Danspace Project and BRIC Studio will present
the second installment of "Out of Space" at BRIC Studio
on May 14 and May 15. The series is curated by Marya Wethers,
who works out of the Danspace headquarters in Manhattan’s St.
Mark’s Church, and features innovative work performed by a number
of emerging female dancers and choreographers.
"I wanted to give emerging choreographers the opportunity to be seen in smaller settings and promote independent modern dance," Wethers told GO Brooklyn. "Women of color was definitely something that was important to me, and queer artists as well."
Ron Brown/EVIDENCE dancer Shani Collins will perform her solo work, "But Some of Us Are Brave," set to the Nina Simone song "Images" about "a brown woman who doesn’t know her glory," said Collins.

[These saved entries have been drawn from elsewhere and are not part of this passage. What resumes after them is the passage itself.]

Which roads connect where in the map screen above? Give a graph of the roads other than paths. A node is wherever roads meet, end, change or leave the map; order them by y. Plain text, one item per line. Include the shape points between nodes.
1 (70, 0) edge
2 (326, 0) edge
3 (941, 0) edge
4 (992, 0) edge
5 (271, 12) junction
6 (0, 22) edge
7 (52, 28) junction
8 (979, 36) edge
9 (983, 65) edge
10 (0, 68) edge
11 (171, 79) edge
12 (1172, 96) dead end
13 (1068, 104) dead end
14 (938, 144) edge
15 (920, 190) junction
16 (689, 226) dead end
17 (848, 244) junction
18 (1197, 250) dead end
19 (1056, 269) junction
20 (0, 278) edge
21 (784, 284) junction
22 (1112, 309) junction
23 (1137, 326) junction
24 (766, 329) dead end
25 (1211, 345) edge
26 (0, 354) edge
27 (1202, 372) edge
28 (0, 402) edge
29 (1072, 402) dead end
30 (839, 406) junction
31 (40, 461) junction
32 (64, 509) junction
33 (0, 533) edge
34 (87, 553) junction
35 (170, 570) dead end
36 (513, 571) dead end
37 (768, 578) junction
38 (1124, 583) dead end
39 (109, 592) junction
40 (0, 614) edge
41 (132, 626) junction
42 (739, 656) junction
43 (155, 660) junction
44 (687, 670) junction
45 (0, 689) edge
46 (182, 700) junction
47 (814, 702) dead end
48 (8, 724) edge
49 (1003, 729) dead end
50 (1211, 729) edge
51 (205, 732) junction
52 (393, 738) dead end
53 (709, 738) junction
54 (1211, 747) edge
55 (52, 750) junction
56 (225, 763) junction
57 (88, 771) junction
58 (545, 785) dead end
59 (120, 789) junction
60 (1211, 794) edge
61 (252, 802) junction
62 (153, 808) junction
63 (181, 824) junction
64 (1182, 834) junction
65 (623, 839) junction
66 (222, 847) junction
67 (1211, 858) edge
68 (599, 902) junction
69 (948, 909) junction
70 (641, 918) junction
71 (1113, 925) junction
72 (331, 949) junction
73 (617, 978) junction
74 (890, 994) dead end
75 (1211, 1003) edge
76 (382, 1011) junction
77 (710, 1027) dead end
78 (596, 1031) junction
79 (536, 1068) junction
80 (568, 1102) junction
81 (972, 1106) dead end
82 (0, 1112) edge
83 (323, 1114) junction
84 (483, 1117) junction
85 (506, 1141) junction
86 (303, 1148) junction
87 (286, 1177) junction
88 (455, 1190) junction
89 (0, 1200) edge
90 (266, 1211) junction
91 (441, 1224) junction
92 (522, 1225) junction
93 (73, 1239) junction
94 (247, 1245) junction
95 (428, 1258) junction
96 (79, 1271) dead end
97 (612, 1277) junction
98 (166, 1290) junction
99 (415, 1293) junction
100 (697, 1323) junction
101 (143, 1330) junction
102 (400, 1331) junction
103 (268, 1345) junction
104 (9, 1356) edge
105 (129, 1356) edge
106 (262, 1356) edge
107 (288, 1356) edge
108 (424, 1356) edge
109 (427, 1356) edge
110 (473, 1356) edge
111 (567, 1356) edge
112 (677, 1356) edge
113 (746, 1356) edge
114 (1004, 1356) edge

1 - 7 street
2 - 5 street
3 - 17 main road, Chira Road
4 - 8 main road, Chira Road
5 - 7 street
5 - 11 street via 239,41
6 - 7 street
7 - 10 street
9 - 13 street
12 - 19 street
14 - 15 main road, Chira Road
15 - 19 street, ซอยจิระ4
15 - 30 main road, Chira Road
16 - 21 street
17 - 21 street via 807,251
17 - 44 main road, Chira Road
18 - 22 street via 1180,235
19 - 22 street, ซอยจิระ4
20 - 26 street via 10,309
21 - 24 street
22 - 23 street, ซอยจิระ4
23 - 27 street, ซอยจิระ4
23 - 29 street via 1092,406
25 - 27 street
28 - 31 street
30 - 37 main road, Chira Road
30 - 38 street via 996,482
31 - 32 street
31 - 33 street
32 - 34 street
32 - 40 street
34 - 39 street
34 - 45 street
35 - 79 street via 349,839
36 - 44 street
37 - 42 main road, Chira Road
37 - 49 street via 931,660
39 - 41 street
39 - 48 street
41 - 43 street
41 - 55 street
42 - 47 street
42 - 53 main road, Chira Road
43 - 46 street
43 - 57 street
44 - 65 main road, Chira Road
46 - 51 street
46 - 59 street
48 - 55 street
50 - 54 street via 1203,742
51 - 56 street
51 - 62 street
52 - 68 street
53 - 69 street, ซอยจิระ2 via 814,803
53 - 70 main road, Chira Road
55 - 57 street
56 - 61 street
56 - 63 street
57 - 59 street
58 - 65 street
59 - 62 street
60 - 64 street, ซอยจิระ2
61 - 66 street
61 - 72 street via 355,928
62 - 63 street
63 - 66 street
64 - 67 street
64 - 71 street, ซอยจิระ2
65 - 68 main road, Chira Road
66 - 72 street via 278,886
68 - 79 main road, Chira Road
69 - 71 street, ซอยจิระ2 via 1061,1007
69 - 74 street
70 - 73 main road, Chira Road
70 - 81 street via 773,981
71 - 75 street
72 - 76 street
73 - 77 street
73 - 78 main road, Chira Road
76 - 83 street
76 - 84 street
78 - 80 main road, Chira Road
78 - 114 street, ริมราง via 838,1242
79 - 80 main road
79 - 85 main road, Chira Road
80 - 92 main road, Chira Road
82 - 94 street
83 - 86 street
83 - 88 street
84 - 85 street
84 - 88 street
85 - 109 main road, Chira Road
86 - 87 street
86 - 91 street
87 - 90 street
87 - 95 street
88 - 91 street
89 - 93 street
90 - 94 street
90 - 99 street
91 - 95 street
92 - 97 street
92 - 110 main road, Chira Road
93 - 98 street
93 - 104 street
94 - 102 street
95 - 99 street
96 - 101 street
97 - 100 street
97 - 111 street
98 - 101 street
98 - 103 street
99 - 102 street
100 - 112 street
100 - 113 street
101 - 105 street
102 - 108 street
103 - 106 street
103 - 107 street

The piece is informed by the concept of rape, both physical and cultural, as well as migration, movement and the raw energy of nature, said Collins. It has also been influenced by the African Yoruba religion in which deities known as "Orishas" are personified aspects of nature and spirit. (Thus Oshun represents love and sexual energy, and Yemaya is the ocean and one who protects.)
The work was inspired by the documentary video, "Quiet as it’s kept," created by her younger sister, Phakiso Collins, and will be accompanied by Bobby Scott singing "Images" live.
Collins, who lives in Flatbush, says she’s happy to be performing at BRIC because she’s "looking forward to seeing what everybody’s creating."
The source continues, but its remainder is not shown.